Editor’s Note: Charles Dunagin is a retired editor and publisher of the McComb Enterprise Journal. As an University of Mississippi alum holding a degree in journalism, Dunagin has earned numerous awards including the Silver Em Award from the Mississippi Scholastic Press Association at Ole Miss, the Silver Inky award from Mississippi Universtiy for Women and the Student Printz Mississippi Medalist Award from University of Southern Mississippi. He was a 1999 inductee of the Mississippi Press Association Hall of Fame and a 2007 inductee of the MCJ Hall of Fame. He is now residing in Oxford, Mississippi.

It’s a safe bet that none of the musings of today’s comedians and political satirists will match the longevity of Will Rogers.

Rogers, who died in an airplane crash in 1935, was an Oklahoma cowboy, vaudeville performer, humorist, newspaper columnist, social commentator, and stage and motion picture actor.
Words he spoke during the Great Depression resound even today. He wanted this carved on his tombstone: “I never met a man I didn’t like,” a phrase that sometimes is twisted around to “Will Rogers never met (you fill in the name).”

Tom Purcell, an author and Pittsburgh Tribune-Review humor columnist, writes “with incivility running high in our politics and society, we sure could use a dose of sanity” from Rogers.

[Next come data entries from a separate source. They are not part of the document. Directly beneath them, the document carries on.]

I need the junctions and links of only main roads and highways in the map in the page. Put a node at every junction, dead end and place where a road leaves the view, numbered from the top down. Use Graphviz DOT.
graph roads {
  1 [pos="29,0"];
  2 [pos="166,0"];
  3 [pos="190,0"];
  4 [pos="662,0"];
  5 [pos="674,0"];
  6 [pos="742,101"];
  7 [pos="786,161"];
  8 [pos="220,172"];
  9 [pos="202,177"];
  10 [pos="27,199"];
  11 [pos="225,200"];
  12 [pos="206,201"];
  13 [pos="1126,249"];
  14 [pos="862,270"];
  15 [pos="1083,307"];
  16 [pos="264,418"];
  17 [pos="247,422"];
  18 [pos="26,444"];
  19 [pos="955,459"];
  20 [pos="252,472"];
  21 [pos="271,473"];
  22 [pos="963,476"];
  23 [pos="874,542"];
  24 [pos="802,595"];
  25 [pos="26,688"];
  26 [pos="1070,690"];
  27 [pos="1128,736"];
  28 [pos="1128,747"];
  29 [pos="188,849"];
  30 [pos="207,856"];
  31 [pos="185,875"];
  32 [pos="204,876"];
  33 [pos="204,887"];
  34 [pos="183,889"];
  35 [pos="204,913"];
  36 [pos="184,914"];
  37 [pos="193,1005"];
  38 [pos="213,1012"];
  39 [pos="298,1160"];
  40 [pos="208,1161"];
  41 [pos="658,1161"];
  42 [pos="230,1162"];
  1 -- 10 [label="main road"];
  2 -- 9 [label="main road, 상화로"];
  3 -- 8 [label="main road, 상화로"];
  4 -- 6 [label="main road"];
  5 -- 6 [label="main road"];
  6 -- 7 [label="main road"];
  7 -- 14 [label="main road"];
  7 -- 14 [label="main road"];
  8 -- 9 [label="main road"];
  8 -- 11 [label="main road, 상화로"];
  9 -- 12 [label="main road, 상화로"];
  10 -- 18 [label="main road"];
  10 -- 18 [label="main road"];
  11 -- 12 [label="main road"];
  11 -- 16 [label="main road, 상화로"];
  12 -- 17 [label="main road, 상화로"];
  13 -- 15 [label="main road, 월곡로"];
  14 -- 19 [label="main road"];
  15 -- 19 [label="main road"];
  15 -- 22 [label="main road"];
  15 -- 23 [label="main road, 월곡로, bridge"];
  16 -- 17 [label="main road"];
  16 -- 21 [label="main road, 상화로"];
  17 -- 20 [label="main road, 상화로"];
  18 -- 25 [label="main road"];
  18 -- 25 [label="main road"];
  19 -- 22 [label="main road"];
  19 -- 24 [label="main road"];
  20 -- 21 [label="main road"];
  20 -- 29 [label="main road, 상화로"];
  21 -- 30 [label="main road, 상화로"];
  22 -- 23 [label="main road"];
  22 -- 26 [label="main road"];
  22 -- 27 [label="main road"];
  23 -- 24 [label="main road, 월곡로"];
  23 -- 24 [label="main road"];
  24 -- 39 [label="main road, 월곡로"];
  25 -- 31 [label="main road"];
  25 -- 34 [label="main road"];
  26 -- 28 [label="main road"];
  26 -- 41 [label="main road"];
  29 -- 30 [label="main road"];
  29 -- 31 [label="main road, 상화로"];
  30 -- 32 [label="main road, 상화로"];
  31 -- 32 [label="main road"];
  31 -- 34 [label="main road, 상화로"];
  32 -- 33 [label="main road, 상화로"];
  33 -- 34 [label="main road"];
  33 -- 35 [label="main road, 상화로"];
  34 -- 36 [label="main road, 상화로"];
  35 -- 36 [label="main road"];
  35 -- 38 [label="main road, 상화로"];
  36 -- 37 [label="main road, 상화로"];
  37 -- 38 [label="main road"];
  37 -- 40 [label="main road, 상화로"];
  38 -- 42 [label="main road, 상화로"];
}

He’s right. Here are a few Rogers quotes. Apply them to the presidential race, the federal government or Mississippi as they fit:

“I don’t make jokes. I just watch the government and report the facts.”

“If you ever injected the truth into politics you have no politics.”

“There is only one redeeming thing about this whole election. It will be over at sundown, and let everybody pray that it’s not a tie, for we couldn’t go through with this thing again.” (No problem if it’s for a seat in the Mississippi House of Representatives. Speaker Philip Gunn would settle that).

“One of the evils of democracy is you have to put up with the man you elect whether you want him or not. That’s why we call it democracy.”

“You can’t hardly find a law school in the country that don’t, through some inherent weakness, turn out a senator or congressman from time to time…if their rating is real low, even a president.”

“The more you observe politics, the more you’ve got to admit that each party is worse than the other.”

“When Congress makes a joke, it’s a law, and when they make a law, it’s a joke.”

“Congress meets tomorrow morning. Let us pray: Oh Lord, give us strength to bear that which is about to be inflicted upon us. Be merciful with them, oh Lord, for they know not what they’re doing. Amen.”

“This country has gotten where it is in spite of politics, not by the aid of it. That we have carried as much political bunk as we have and still survived shows we are a super nation.”

“We all joke about Congress but we can’t improve on them. Have you noticed that no matter who we elect, he is just as bad as the one he replaces.”

“A politician is not as narrow-minded as he forces himself to be.”

And finally for those who advocate campaign finance reform: “America (that could be changed to Mississippi) has the best politicians money can buy.”